The primary task of the Parliamentary Select Committee is apparently whether proportional representation (PR) should be continued in its present form, whether we should go back to the first past the post or adopt a combination of the two. It is necessary though that we first determine particular ground rules in order to ensure the democratic conducting of elections in any form or manner in Sri Lanka, for which purpose, fundamental reform of our statutory and constitutional provisions governing elections is necessary.

Three mandatory areas of law reform will only be focussed upon in this column this week due to space constraints. However, these areas comprise the basis of returning our electoral systems to some degree of sanity.

In the first instance, electoral misconduct and its effect on a poll that has been conducted, stand in need of urgent attention. Currently, Section 46A of the Provincial Councils Elections Act No 2 of 1988 (as amended), Section 48A of the Parliamentary Elections Act No 1 of 1981 and Section 46A of the Presidential Elections Act No 15 of 1981 (as amended) relate to disturbances occurring at polling stations.

These sections outline only narrow instances in regard to which a poll could be declared void and are manifestly inadequate in order to curb the multifarious types of misconduct now common. It had been suggested therefore that a poll may be declared void if it has not been possible to conduct the poll due to any reason beyond the control of the Presiding Officer or if one or more polling agents are chased out during the poll. Additional instances include ballot stuffing, intimidation of voters and disturbance of the peace.

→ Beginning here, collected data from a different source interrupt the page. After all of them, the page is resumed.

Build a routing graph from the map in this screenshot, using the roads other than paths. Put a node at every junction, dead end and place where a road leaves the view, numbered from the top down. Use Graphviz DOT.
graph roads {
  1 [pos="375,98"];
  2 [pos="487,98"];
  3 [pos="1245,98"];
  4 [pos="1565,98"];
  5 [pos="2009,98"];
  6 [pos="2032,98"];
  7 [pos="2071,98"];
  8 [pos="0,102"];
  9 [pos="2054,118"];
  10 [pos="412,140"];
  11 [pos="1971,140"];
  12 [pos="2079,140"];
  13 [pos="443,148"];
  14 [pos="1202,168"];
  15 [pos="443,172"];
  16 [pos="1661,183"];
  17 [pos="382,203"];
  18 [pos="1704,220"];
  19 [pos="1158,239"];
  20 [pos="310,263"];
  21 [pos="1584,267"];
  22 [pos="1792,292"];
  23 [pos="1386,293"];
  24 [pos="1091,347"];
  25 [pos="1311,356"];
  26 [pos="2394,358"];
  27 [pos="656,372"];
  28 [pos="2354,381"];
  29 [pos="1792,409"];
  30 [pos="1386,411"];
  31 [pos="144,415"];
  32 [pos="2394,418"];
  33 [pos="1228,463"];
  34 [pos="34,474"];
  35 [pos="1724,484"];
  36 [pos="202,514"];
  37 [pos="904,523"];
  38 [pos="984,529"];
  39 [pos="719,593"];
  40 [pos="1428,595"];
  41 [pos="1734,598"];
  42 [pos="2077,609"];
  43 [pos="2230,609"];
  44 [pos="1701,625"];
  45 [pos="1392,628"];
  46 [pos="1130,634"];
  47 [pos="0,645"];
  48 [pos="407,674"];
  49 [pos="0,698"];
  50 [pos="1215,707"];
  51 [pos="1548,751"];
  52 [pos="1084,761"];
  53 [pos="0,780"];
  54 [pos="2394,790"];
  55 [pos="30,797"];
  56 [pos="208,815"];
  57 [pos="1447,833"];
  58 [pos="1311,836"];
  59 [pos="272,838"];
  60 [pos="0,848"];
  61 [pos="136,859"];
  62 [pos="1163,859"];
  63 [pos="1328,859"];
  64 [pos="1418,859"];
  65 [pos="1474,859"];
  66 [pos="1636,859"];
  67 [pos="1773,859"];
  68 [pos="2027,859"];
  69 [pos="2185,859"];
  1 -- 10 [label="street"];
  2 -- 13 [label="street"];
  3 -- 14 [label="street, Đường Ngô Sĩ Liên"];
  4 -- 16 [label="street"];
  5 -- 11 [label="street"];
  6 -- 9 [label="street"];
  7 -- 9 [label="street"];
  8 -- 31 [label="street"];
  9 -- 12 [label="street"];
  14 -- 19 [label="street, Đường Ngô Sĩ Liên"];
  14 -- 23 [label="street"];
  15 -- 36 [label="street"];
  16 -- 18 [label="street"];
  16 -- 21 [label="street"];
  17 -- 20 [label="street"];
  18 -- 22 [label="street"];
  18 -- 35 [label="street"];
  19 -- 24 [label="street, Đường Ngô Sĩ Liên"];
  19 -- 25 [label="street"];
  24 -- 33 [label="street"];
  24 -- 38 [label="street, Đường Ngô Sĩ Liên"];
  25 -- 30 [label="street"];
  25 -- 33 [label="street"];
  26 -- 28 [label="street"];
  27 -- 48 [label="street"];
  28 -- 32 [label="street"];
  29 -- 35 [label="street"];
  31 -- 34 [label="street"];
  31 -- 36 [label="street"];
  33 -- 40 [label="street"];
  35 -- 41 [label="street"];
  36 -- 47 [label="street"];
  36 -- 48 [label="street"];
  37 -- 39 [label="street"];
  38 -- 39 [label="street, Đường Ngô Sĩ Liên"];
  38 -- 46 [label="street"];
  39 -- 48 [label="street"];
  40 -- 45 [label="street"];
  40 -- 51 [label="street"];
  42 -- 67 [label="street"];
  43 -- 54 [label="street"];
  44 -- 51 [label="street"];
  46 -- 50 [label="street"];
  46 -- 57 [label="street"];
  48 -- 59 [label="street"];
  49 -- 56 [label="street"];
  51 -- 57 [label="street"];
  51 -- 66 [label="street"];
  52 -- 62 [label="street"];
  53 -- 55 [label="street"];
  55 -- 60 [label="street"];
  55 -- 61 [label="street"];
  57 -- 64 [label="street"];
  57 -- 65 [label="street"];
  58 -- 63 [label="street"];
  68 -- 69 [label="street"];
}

Even though these amendments were suggested by the Commissioner of Elections to President Kumaratunga, as far back as in 1999, (immediately following the electoral farce that took place in Wayamba in January of that year), they were disregarded.

Consequent problems that arose were highlighted very well, for example in Jayantha Adikari Egodawela and Others vs The Commissioner of Elections and Others (SCM, 3/4/2001), where the Supreme Court gave relief to four registered voters of the Kandy District, who complained regarding various incidents of malpractice during provincial council elections in the Central Province in April, 1999.

These included the premature closure of one polling station, ballot stuffing, driving away polling agents and intimidation of several others. The voters alleged infringement of their rights under Articles 12(1) and 14(1)(a) of the Sri Lankan Constitution, relating respectively to the right to equality before the law and the right to freedom of expression.

In awarding relief, the Court (comprising MDH Fernando J., Wadugodapitiya J. and Ismail J.), went on to liberally construe the grounds under which specific election malpractice would warrant the annulment of the poll under Section 46A of the Provincial Councils Act. Accordingly, polling must be shown to have taken place at a particular polling station not sporadically but without interruption from beginning to end.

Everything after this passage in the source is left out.